You’d like an Andre Dubus or Willa Cather or Georges Bernanos to work with images like these today, to shed light and spur reflection on the elusive and complex nature of things. There’s something to be said for the fiction writer’s method of close portrayal and layered narrative. As it is, we are on the one hand surfeited with media accounts of institutional scandal and in-fighting, and on the other, immersed in an extended period of encomia for the Cathedral of Notre-Dame, the latter now also operating as distraction from and proxy for the former, with attendant ideological overtones. Some contend that rebuilding Notre-Dame will spur a new pride in being Catholic. If that’s what it really comes down to, then God help us. Footage of soaring flames and Parisians singing the words to remembered hymns made for moving, powerful images, but who really thinks that when the rebuilt cathedral reopens it will serve some greater function than it did prior to the fire, except perhaps in how its enhanced appeal to tourists is optimized? (President Emmanuel Macron wants to have everything completed in time for the 2024 Paris Olympics.) What pride has to do with anything anyway is questionable, but additionally for its link in this instance to cardinal cousins like greed, gluttony, and envy—all of which seem to be at play in the unfortunate, hypercompetitive rush to fund reconstruction. Indeed, through the beneficence of billionaires, far more money has been pledged to rebuild the cathedral than is actually needed.
This Easter Sunday, days after the Notre-Dame fire, I attended the next-to-final Mass at a midwestern Carmelite monastery whose aging sisters would soon be moving to a smaller residence. The presider began his homily by quickly contrasting these unrelated developments, one receiving global coverage, the other barely registering in the local news. Why so much attention to a monument of Middle Ages triumphalism that will get rebuilt anyway, he asked, and so little to the circumstances of this shrinking yet still vibrant community?

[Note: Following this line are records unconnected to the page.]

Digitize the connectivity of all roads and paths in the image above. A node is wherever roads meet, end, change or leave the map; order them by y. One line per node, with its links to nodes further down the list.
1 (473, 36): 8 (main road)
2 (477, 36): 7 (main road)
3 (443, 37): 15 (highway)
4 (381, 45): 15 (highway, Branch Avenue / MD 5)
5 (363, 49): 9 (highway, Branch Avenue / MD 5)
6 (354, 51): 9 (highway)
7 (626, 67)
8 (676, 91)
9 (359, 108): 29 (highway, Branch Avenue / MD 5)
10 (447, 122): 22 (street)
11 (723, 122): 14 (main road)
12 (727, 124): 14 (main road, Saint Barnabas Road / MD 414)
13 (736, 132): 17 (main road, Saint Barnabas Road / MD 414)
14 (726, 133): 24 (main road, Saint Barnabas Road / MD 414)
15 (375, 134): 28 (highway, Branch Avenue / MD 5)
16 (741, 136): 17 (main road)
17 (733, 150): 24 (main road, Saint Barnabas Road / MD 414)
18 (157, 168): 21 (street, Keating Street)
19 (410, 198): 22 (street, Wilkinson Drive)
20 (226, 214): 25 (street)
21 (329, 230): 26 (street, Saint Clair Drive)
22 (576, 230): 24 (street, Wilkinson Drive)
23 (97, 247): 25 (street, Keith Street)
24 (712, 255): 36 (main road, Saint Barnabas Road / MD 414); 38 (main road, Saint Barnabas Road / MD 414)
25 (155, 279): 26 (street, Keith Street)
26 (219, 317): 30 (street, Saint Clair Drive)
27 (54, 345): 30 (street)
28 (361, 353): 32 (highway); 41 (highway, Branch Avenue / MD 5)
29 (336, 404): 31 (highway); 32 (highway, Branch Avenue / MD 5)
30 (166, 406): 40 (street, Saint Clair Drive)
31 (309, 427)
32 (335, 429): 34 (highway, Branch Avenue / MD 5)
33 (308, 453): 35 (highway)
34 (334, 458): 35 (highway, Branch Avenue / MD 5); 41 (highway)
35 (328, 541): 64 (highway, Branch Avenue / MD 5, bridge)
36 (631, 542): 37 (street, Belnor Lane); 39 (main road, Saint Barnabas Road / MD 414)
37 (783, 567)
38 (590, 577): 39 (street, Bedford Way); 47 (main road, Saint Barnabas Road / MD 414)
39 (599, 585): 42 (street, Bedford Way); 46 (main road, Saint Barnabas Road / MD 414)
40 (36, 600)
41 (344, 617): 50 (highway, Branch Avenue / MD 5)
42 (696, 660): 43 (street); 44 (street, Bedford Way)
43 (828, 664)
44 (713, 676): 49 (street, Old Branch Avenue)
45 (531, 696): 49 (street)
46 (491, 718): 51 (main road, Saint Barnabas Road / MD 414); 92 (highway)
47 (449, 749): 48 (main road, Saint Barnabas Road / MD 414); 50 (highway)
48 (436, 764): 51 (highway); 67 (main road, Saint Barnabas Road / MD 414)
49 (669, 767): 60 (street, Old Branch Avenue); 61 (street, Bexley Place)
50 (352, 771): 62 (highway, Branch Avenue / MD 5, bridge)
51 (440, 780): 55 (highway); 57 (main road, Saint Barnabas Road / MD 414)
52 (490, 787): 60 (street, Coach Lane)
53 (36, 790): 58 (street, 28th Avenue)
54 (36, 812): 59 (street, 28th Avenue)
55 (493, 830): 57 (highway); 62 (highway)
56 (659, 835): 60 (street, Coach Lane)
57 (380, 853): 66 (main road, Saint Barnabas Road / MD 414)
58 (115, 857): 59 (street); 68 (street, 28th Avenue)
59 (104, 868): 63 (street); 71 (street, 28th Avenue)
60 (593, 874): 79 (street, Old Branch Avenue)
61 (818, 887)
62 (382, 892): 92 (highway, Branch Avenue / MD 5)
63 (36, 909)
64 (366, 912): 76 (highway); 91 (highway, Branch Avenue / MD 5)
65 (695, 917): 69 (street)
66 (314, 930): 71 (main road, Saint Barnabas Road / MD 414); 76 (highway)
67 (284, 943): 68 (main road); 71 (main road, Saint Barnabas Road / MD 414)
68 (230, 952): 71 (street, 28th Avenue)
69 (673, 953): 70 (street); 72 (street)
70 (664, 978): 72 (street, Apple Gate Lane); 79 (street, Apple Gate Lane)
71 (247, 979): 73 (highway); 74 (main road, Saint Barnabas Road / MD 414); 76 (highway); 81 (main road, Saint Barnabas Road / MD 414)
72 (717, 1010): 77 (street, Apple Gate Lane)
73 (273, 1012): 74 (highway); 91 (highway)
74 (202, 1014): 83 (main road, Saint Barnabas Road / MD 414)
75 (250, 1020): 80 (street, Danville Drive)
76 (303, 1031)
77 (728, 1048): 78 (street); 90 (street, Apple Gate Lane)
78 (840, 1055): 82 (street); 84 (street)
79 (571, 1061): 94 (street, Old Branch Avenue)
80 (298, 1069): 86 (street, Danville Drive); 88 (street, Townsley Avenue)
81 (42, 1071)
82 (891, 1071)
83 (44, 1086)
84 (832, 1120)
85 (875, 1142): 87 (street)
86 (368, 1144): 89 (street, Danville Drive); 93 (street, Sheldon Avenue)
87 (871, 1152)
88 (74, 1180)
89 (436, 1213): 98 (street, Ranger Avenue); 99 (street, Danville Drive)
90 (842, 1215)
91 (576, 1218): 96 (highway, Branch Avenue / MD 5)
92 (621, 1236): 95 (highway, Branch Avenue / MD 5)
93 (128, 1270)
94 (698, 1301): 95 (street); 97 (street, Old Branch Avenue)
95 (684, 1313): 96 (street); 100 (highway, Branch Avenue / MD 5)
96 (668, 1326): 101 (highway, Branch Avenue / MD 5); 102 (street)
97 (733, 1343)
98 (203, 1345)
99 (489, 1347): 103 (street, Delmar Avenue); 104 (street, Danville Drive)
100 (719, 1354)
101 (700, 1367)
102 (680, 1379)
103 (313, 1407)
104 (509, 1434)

It wasn’t a question to be answered, only for us to consider as he went on to speak about the differing kinds of hope we experience during and beyond the Easter season—quotidian, philosophical, spiritual. The monastery’s garden was visible through a rectangular window behind the small, simple altar: the slender trunk of a silver birch glistening darkly in the cold morning rain, the damp pink blossoms of a Japanese cherry tree. We renewed our baptismal vows and later, when it came time to exchange signs of peace, the sisters fanned out enthusiastically among the four dozen or so gathered, leaving no one untouched. Everyone joined in singing the closing hymn. There was nothing elegiac, much less funereal. It was in the most simple sense a celebration.
This Mass was over in less than an hour; the next and final one would be celebrated a few mornings hence. Would anyone be going? And where might they go on the Sundays to come? Again, questions not meant to be answered in the moment. Reluctant to go out into the rain, less sad about leaving than happy to be there, people lingered at the door, exchanging Easter greetings. The monastery—built in the early 1960s, its chapel later renovated to bring it into harmony with the liturgical reforms of Vatican II—had already been put on the market. As of this writing it awaits a buyer.